Mrs May's conference speech was a pretty good one I think, probably the best she's given as leader, which is not saying all that much. It was an attempt to get the party to stop obsessing about Brexit and look to other important political issues. For a couple of hours at least it silenced Johnson, Rees-Mogg and the other ultra Brexiteers. It was probably good enough to shore up support for her a little longer.  But the position won't hold for long - a few days at most. Normal in-fighting will resume very quickly.

It may even have been a brief moment of respite from the relentless all-consuming issue of Brexit for the embattled prime minister (as she is usually described).

She sashayed onto the stage to the sound of Abba and Dancing Queen, like Darcy Bustle on Strictly Come Dancing. The PM often sounds like an exasperated schoolmarm, occasionally veering towards an ageing dominatrix, but the section on Brexit was delivered in such a peculiar gimlet eyed, deep-voiced tone that it might have seemed almost threatening - if it wasn't so ridiculous and funny.

The conference itself was like a totally dysfunctional family coming together for an annual soiree where everyone has agreed to stop arguing to give a fragile veneer of unity to the proceedings. Let's not forget party conferences are simply opportunities to grab the news agenda for a few days and nothing else. Nobody wants things to descend into public acrimony so I suppose she was always quite safe - provided she didn't trip up on the way to the lectern.

Chequers was the plan that dared not speak its name although she is still sticking by it, whatever nom de plume it uses.  Even at this stage our still delusional PM couldn't bring herself to be frank, only saying her plan was "challenging" for the EU - "unworkable" being another word that was AWOL yesterday. The plan is like Lazarus, it keeps being pronounced dead but nobody can quite administer the coup de grĂ¢ce. Everybody is looking sideways and waiting for someone else to step in and do it - perhaps I can recommend Arlene Foster?

What came across yesterday was the sheer unalloyed arrogance of Theresa May.

The arrogance to think she alone can decide our fate, "If we all go off in different directions in pursuit of our own visions of the perfect Brexit - we risk ending up with no Brexit at all".  She is essentially saying, "I'll decided how we're going to do it". She dismisses calls for a second vote:  "But we had the people's vote.
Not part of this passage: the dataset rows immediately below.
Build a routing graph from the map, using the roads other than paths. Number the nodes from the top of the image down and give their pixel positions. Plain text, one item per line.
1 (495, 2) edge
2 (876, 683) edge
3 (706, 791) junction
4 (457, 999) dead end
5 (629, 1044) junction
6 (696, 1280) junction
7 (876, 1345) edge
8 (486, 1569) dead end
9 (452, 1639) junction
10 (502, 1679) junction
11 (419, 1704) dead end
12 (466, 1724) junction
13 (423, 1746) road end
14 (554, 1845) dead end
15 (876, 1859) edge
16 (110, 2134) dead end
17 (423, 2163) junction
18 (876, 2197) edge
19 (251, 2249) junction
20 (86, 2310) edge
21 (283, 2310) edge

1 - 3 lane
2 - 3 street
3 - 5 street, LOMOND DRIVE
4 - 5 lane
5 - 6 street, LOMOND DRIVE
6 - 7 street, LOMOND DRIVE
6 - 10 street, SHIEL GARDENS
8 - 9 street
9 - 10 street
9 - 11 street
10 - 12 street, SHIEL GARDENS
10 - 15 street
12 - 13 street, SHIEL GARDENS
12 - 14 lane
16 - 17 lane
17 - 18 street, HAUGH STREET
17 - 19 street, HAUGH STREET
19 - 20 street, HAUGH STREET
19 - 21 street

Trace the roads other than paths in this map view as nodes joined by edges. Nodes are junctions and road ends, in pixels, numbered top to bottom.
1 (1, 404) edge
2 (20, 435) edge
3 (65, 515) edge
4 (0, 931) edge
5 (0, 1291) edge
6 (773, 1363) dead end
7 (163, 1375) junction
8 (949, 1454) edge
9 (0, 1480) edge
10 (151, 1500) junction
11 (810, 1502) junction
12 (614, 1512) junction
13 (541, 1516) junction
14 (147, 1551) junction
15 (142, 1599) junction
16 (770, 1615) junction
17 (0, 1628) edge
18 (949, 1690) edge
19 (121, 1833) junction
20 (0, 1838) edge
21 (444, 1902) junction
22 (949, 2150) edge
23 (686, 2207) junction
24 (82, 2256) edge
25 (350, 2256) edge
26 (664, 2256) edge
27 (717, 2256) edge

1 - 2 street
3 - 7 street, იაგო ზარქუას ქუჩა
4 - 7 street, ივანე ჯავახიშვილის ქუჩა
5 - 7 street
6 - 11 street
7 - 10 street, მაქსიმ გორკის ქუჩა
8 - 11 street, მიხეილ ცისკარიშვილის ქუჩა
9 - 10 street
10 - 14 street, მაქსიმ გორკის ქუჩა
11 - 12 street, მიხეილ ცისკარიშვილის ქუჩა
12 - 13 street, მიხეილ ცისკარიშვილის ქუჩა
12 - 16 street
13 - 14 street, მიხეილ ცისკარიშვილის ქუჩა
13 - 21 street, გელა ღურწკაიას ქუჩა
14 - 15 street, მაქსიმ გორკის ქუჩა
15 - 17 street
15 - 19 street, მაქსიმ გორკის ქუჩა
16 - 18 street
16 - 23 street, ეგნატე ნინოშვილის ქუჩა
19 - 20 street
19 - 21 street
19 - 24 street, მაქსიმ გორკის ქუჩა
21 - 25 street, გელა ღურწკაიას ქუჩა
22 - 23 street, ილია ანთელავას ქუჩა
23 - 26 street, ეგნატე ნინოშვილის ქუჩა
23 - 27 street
The people voted to leave." Rather than taking back control we seem to have handed it to someone who thinks they're an absolute monarch in the early seventeenth century.

She says, "Think for a moment what it would do to faith in our democracy if - having asked the people of this country to take this decision - politicians tried to overturn it". She ignores what Brexit will do to our faith in politicians when people discover what it means, and that she knew - and still went ahead with it.

The arrogance to tell business she was "backing them" by erecting barriers between them and their biggest customers and biggest suppliers. It's like being a passenger in a rally car and jamming the handbrake on firmly to help the driver to win.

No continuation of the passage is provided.